First get the set of eigenvectors and eigenvalues (principal components and adjusted loadings)
`js`
var data = [[40,50,60],[50,70,60],[80,70,90],[50,60,80]];
var vectors = PCA.getEigenVectors(data);
//Outputs
// [{
// "eigenvalue": 520.0992658908312,
// "vector": [0.744899700771276, 0.2849796479974595, 0.6032503924724023]
// }, {
// "eigenvalue": 78.10455398035167,
// "vector": [0.2313199078283626, 0.7377809866160473, -0.6341689964277106]
// }, {
// "eigenvalue": 18.462846795484058,
// "vector": [0.6257919271076777, -0.6119361208615616, -0.4836513702572988]
// }]
Now you'd need to find a set of eigenvectors that would explain a decent amount of variance across your exams (thus telling you if 1 test or 2 tests would suffice instead of three)
`js`
var first = PCA.computePercentageExplained(vectors,vectors[0])
// 0.8434042149581044
var topTwo = PCA.computePercentageExplained(vectors,vectors[0],vectors[1])
// 0.9700602484397556
So if you wanted to have 97% certainty, that someone wouldn't just flunk out accidentally, you'd take 2 exams. But let's say you just wanted to take 1, explaining 84% of variance is good enough. And instead of taking the examination again, you just wanted a normalized score
`js`
var adData = PCA.computeAdjustedData(data,vectors[0])
// {
// "adjustedData": [
// [-22.27637101744241, -9.127781049780463, 31.316721747529886, 0.08743031969298887]
// ],
// "formattedAdjustedData": [
// [-22.28, -9.13, 31.32, 0.09]
// ],
// "avgData": [
// [-55, -62.5, -72.5],
// [-55, -62.5, -72.5],
// [-55, -62.5, -72.5],
// [-55, -62.5, -72.5]
// ],
// "selectedVectors": [
// [0.744899700771276, 0.2849796479974595, 0.6032503924724023]
// ]
// }
The adjustedData is centered (mean = 0), but you could always set the mean to something like 50, to get scores of [-22.27637101744241, -9.127781049780463, 31.316721747529886, 0.08743031969298887].map(score=>Math.round(score+50)) equal to [28, 41, 81, 50] , and that's how well your students would have done, in the order of students.
#### Compression (lossy):
`js`
var compressed = adData.formattedAdjustedData;
//[
// [-22.28, -9.13, 31.32, 0.09]
// ]
var uncompressed = PCA.computeOriginalData(compressed,adData.selectedVectors,adData.avgData);
//uncompressed.formattedOriginalData (lossy since 2 eigenvectors are removed)
// [
// [38.4, 56.15, 59.06],
// [48.2, 59.9, 66.99],
// [78.33, 71.43, 91.39],
// [55.07, 62.53, 72.55]
// ]
Compare this to the original data to understand just how lossy the compression was
``
//Original Data
[
[40, 50, 60],
[50, 70, 60],
[80, 70, 90],
[50, 60, 80]
]
//Uncompressed Data
[
[38.4, 56.15, 59.06],
[48.2, 59.9, 66.99],
[78.33, 71.43, 91.39],
[55.07, 62.53, 72.55]
]List of Methods
#### computeDeviationMatrix(data)
Find centered matrix from original data
#### computeDeviationScores(centeredMatrix)
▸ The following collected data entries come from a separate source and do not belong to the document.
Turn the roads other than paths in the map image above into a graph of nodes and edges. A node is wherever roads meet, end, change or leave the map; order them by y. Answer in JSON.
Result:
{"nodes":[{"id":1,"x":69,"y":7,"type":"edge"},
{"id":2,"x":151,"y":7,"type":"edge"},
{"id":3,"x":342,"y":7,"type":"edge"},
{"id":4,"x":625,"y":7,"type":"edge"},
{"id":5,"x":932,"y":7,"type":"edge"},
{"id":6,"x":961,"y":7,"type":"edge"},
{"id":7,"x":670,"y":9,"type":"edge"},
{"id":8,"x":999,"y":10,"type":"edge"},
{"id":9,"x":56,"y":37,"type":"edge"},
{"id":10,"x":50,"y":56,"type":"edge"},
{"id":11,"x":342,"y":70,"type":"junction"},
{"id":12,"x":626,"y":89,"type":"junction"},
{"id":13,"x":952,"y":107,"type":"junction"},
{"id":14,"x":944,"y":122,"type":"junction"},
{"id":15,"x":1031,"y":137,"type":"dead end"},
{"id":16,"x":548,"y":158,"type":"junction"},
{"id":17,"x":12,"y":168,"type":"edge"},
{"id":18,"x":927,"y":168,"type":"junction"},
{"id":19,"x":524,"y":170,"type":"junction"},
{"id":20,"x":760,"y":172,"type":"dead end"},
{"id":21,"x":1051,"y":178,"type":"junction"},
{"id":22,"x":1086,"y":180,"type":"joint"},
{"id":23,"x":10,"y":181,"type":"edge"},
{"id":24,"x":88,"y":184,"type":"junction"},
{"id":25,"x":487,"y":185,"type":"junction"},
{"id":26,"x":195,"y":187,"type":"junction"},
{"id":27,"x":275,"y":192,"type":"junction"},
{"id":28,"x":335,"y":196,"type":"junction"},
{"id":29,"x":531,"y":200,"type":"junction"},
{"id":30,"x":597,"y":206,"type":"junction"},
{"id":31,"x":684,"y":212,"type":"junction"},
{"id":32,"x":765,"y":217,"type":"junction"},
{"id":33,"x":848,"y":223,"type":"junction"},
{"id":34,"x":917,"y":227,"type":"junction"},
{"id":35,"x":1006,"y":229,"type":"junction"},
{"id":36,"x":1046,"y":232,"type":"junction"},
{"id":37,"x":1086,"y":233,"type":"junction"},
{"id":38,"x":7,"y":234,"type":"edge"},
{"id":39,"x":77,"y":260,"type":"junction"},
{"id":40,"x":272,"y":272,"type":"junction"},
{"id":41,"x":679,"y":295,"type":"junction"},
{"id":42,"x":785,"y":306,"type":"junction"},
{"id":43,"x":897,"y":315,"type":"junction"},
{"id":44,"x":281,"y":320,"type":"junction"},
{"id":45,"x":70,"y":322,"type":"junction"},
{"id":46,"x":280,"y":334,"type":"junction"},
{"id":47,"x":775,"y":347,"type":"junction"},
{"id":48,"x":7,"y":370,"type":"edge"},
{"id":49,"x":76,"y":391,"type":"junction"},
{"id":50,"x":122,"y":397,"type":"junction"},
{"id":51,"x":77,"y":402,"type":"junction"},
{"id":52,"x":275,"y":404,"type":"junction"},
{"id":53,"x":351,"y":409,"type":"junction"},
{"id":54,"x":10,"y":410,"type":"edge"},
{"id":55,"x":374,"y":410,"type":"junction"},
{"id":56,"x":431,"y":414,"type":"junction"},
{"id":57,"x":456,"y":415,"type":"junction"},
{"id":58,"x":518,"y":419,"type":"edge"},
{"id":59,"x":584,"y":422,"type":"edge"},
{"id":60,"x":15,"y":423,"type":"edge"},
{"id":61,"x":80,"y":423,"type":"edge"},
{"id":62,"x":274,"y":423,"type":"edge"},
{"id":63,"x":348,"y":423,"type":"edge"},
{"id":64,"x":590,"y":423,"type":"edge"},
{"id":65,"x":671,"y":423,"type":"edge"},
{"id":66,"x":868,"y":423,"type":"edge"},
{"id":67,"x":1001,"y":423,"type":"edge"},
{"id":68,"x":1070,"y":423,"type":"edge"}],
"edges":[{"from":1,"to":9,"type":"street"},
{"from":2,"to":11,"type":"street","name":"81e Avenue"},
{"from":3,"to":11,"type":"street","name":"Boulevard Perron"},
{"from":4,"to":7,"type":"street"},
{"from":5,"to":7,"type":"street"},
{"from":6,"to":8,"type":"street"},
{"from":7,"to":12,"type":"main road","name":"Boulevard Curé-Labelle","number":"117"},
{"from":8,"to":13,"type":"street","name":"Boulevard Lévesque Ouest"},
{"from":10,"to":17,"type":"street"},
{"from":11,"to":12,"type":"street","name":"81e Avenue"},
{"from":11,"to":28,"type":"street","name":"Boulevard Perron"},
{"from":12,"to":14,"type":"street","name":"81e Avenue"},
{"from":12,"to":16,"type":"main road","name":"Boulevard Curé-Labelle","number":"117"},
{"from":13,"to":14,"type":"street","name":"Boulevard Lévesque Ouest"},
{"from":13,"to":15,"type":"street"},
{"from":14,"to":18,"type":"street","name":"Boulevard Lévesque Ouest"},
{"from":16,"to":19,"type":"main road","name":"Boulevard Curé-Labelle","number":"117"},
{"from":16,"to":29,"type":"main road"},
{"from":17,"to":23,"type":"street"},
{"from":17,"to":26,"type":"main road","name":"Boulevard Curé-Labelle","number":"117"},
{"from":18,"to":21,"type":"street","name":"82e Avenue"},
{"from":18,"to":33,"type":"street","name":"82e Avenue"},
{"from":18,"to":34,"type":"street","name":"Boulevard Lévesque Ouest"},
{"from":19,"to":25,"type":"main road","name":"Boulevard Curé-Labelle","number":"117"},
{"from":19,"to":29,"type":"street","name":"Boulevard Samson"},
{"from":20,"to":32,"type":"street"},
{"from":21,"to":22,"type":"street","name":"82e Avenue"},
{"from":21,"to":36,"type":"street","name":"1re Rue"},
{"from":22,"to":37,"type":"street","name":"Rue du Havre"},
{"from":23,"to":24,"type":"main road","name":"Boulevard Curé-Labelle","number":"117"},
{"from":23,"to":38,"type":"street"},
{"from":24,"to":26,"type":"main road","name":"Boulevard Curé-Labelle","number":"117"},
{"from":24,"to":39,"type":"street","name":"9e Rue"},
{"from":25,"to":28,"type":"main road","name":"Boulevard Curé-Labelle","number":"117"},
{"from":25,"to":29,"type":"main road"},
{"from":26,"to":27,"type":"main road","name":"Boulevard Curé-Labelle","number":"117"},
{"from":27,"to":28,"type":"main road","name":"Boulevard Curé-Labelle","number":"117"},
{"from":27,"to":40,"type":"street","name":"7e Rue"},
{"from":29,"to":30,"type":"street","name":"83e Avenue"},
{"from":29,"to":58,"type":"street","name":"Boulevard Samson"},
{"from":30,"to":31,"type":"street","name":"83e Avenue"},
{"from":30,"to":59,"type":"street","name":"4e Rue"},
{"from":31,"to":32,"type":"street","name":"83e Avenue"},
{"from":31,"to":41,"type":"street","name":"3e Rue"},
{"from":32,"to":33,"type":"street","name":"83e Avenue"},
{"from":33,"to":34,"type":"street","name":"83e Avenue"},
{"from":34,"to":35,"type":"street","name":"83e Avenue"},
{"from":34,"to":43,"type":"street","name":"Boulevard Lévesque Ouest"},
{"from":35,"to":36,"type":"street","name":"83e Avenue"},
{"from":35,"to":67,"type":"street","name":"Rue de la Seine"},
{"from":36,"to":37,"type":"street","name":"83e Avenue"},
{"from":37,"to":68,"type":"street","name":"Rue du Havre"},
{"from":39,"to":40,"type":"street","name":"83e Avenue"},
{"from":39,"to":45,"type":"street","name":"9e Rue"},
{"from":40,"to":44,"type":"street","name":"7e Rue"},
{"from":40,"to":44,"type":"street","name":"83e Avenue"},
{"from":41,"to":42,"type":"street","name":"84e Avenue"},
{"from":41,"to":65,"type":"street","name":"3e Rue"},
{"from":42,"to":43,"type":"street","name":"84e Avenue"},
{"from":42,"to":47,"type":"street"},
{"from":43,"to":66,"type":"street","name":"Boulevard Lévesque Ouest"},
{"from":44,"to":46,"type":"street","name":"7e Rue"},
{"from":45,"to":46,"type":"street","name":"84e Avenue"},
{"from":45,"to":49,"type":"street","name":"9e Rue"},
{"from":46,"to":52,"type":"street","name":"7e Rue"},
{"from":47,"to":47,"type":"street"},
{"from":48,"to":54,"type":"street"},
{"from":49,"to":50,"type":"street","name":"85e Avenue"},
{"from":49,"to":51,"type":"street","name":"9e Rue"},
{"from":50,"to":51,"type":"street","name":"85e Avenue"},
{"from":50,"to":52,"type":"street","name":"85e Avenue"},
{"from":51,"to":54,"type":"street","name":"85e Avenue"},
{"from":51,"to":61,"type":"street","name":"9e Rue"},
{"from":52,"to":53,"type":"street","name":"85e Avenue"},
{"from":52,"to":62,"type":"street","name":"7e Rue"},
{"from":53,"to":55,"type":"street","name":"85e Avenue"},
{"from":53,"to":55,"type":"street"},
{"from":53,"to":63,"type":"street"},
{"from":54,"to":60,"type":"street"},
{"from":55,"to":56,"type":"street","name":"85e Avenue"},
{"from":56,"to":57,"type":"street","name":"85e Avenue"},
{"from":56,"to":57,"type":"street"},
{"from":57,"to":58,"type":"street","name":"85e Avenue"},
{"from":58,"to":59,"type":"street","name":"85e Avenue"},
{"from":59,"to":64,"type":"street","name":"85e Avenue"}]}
Find deviation from mean for values in matrix
#### computeSVD(deviationScores)
Singular Value Decomposition of matrix
#### computePercentageExplained(allvectors, ...selected)
Find the cumulative percentage explained variance by selected vectors (select vectors accordingly to view specific explained variance)
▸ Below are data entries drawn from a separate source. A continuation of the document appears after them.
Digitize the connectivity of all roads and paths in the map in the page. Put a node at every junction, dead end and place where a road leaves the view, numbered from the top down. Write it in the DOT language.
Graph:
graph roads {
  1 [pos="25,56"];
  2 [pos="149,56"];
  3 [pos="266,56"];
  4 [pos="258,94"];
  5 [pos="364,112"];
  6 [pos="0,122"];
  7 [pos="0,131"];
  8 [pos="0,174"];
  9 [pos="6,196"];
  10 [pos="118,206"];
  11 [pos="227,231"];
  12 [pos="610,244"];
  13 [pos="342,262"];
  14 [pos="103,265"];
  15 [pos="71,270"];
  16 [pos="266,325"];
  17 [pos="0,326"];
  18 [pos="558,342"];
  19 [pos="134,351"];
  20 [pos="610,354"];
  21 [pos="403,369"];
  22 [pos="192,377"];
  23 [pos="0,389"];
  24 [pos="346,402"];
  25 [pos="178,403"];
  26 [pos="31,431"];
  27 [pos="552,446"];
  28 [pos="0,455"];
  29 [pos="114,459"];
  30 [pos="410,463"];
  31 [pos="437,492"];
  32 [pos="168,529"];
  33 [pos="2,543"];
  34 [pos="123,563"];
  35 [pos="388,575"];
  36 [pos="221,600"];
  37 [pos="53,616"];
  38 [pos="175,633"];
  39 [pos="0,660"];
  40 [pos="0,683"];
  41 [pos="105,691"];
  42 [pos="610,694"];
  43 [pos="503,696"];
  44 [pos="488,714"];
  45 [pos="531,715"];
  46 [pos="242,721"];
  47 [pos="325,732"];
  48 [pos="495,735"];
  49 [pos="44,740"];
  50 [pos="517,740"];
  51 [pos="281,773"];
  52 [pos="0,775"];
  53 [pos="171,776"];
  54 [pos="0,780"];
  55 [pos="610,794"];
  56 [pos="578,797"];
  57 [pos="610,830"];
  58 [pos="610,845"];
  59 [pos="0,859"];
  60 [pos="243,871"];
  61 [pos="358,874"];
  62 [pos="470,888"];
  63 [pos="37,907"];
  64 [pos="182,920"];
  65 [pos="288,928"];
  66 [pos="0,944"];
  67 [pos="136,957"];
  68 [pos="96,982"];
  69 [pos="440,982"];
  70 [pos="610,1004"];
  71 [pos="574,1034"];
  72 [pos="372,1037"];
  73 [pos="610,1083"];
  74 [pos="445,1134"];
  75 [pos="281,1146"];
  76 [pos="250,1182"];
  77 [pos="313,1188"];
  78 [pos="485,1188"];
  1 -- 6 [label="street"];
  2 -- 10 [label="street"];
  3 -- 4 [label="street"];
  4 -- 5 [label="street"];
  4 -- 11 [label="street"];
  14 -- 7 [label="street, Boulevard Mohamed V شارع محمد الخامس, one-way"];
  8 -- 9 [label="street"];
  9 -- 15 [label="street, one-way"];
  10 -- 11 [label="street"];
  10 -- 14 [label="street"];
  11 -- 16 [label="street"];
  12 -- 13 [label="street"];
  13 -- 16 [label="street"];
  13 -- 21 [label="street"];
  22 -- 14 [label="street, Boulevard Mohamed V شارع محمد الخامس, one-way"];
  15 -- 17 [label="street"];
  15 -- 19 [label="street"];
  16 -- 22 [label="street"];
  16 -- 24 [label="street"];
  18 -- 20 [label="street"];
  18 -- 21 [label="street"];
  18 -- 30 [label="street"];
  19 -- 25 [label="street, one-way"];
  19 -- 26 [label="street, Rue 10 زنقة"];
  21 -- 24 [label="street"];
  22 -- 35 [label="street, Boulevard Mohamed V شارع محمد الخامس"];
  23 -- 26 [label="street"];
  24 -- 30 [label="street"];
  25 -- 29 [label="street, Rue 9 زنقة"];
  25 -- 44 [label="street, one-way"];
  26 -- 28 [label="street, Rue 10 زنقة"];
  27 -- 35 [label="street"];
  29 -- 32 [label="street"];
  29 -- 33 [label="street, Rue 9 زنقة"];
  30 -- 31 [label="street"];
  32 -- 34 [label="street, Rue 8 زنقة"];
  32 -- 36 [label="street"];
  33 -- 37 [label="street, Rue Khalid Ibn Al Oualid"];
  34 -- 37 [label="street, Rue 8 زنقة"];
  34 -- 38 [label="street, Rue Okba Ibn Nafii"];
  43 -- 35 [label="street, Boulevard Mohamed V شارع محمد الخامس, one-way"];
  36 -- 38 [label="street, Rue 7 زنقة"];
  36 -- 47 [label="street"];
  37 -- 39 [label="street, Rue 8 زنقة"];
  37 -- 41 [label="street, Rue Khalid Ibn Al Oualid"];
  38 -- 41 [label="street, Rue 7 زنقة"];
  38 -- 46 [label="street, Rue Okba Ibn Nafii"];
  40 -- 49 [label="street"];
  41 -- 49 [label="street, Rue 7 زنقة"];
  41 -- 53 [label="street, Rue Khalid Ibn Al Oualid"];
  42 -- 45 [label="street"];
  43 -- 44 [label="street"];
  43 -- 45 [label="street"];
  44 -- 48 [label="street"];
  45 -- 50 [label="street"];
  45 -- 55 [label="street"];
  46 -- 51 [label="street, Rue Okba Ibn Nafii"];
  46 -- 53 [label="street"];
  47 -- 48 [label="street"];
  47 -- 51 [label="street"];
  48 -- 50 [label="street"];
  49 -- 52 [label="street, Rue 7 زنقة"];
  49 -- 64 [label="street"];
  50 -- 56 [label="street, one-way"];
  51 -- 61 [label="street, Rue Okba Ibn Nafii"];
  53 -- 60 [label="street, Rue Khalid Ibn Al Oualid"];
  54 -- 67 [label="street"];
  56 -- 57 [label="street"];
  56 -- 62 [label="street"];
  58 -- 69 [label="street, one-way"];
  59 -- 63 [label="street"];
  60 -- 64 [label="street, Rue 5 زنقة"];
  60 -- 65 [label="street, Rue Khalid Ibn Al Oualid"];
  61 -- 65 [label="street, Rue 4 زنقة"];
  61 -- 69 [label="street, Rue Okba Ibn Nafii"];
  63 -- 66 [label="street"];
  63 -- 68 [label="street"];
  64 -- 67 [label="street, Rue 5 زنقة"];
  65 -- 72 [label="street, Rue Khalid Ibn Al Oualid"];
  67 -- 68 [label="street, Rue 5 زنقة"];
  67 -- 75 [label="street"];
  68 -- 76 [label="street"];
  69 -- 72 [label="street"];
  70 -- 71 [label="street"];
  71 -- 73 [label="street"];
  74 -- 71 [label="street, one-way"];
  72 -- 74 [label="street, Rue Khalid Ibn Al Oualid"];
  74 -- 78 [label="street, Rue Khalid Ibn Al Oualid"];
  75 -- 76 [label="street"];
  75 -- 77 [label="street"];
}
#### computeOriginalData(compressedData,selectedVectors,avgData)
Get original data from the adjusted data after selecting a few eigenvectors
#### computeVarianceCovariance(devSumOfSquares,isSample)
Get variance covariance matrix from the data, adjust n by one if the data is from a sample
#### computeAdjustedData(initialData, ...selectedVectors)
Get adjusted data using principal components as selected
#### getEigenVectors(initialData)
Get the principal components of data using the steps outlined above.
#### analyseTopResult(initialData)
Same as computeAdjustedData(initialData,vectors[0]). Selecting only the top eigenvector which explains the most variance.